Notably, none of the top cases by evidence flag took place in the United States – despite the United States having the largest number of cases. Intriguingly, Brazilian cases represent 60% of the most "credible" top five. Details on some of these cases are difficult to obtain.

Among the cases, the case from the "Belgian Wave" of 1990 is probably the most well known. Major General Wilfried De Brouwer gives some comment about the case here:

The "best" photographic evidence case reflects an interesting quirk of the Hatch database. Hatch's "credibility" metric is often highest for mass events – even if the interpretation of the events are somewhat ambiguous. This appears true for a Brazilian case that involved a large gathering of people. A news report below shows the crowd and interviews Brazilian ufologists who analyze what appear to be underwhelming pictures:

If any Brazilians readers have further context on this incident, I invite them to reach out to me. You can find my contact information here.

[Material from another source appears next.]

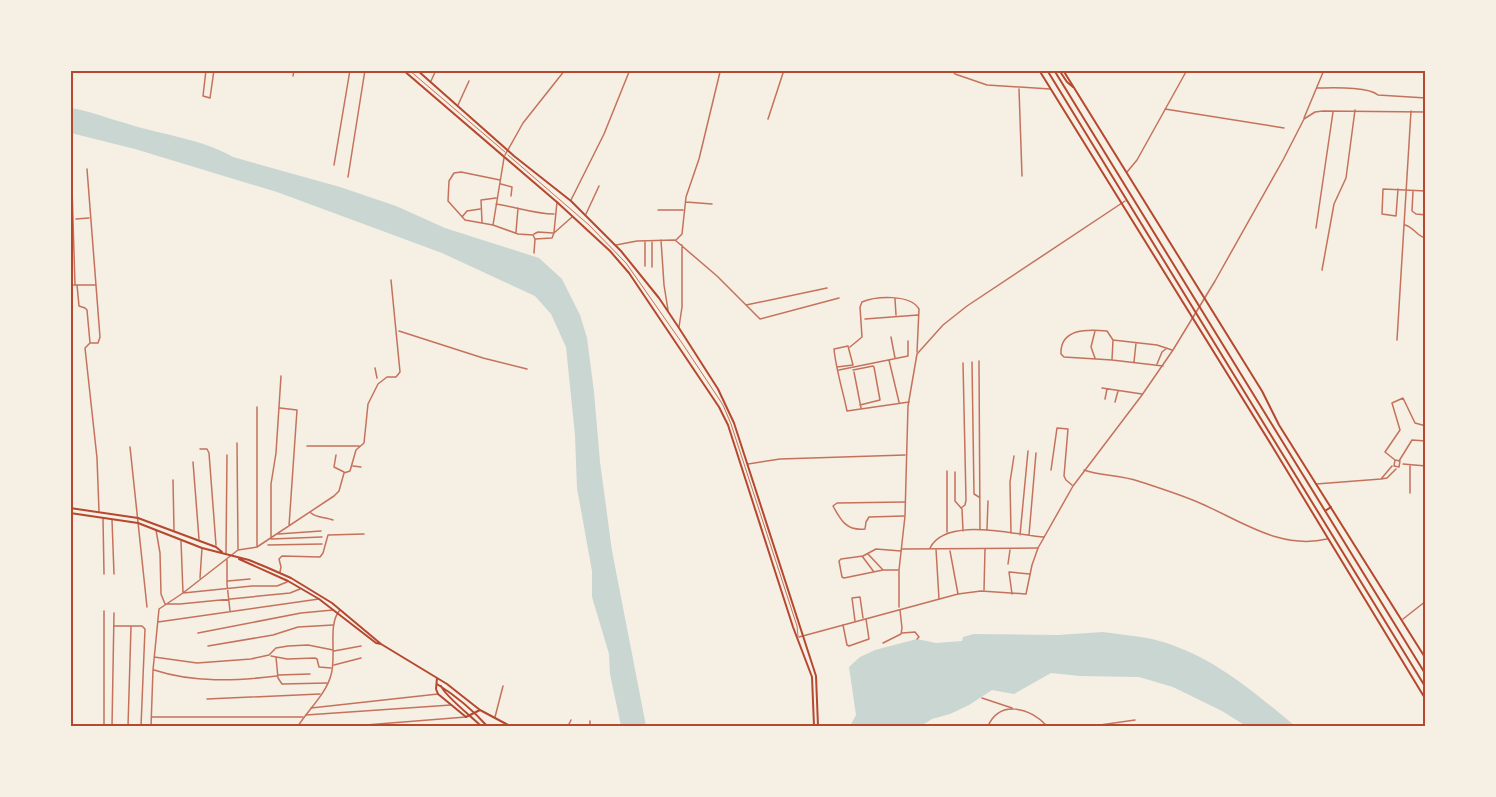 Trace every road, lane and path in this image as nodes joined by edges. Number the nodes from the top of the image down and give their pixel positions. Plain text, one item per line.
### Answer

One of the men pictured in the news report is Reginaldo Ataide (d: 2016), a Brazilian ufologist who in later years would grant access to his case files to Bigelow Aerospace Advanced Space Studies (BAASS), the eventual contractor for the United States government UFO programs. Researcher Marc Cecotti detailed a 2009 trip by BAASS team members that took records of Ataide and other ufologists research materials. A participant in the meetings described it this way:

[T]hey arrived with camcorders and cameras and spent several hours photographing and filming our files and case reports.” He also insisted: “Here in Brazil they didn't do any research. They took and photographed what the ufologists saw and documented, and asked each ufologist permission to make public what we had documented.”

Ataide is pictured below, greeting three members of the Bigelow team:

https://parallaxuap.blogspot.com/2020/04/further-insights-into-baass-in-brazil.html

Many questions remain about BAASS and successor efforts interest in Brazilian cases – a matter for subsequent articles.

One final evidence type to review is the "great cross" event in Rome in November of 1954. Hatch coded this as a case involving trace evidence. An account of the event in Flying Saucer Review references significant contemporaneous coverage of a UFO flap. This was followed by a strange "filamentous" material described as "angel hair." The material was described to evaporate over the course of several hours. Importantly, the matter of "angel hair" does not appear to have been the subject of wide reporting – just the initial sightings. The topic of "angel hair" goes well beyond our scope here, but references are available below:  

https://adamkehoe.com/static/uap/FSR1985V30N4.pdf

Government Response

Flag Credible/Strange Proportion Baseline Proportion Z-score P-value
Coverup 9.97 1.34 12.99 0.000 **
Military 34.60 11.98 12.56 0.000 **
Government Security Agency Involvement 6.45 1.45 7.44 0.000 **
Other Government Agencies 13.49 4.78 7.35 0.000 **
Military Investigation 23.17 13.48 5.16 0.000 **
Blue Book 9.68 9.80 -0.08 0.939

The Hatch database has a notable number of "credible and strange" case reports involving government responses. Cases with the "Coverup" flag occur with nearly 7.5 times the frequency of the baseline. Military cases are nearly 3 times the frequency, and constitute over a third of the Hatch cases.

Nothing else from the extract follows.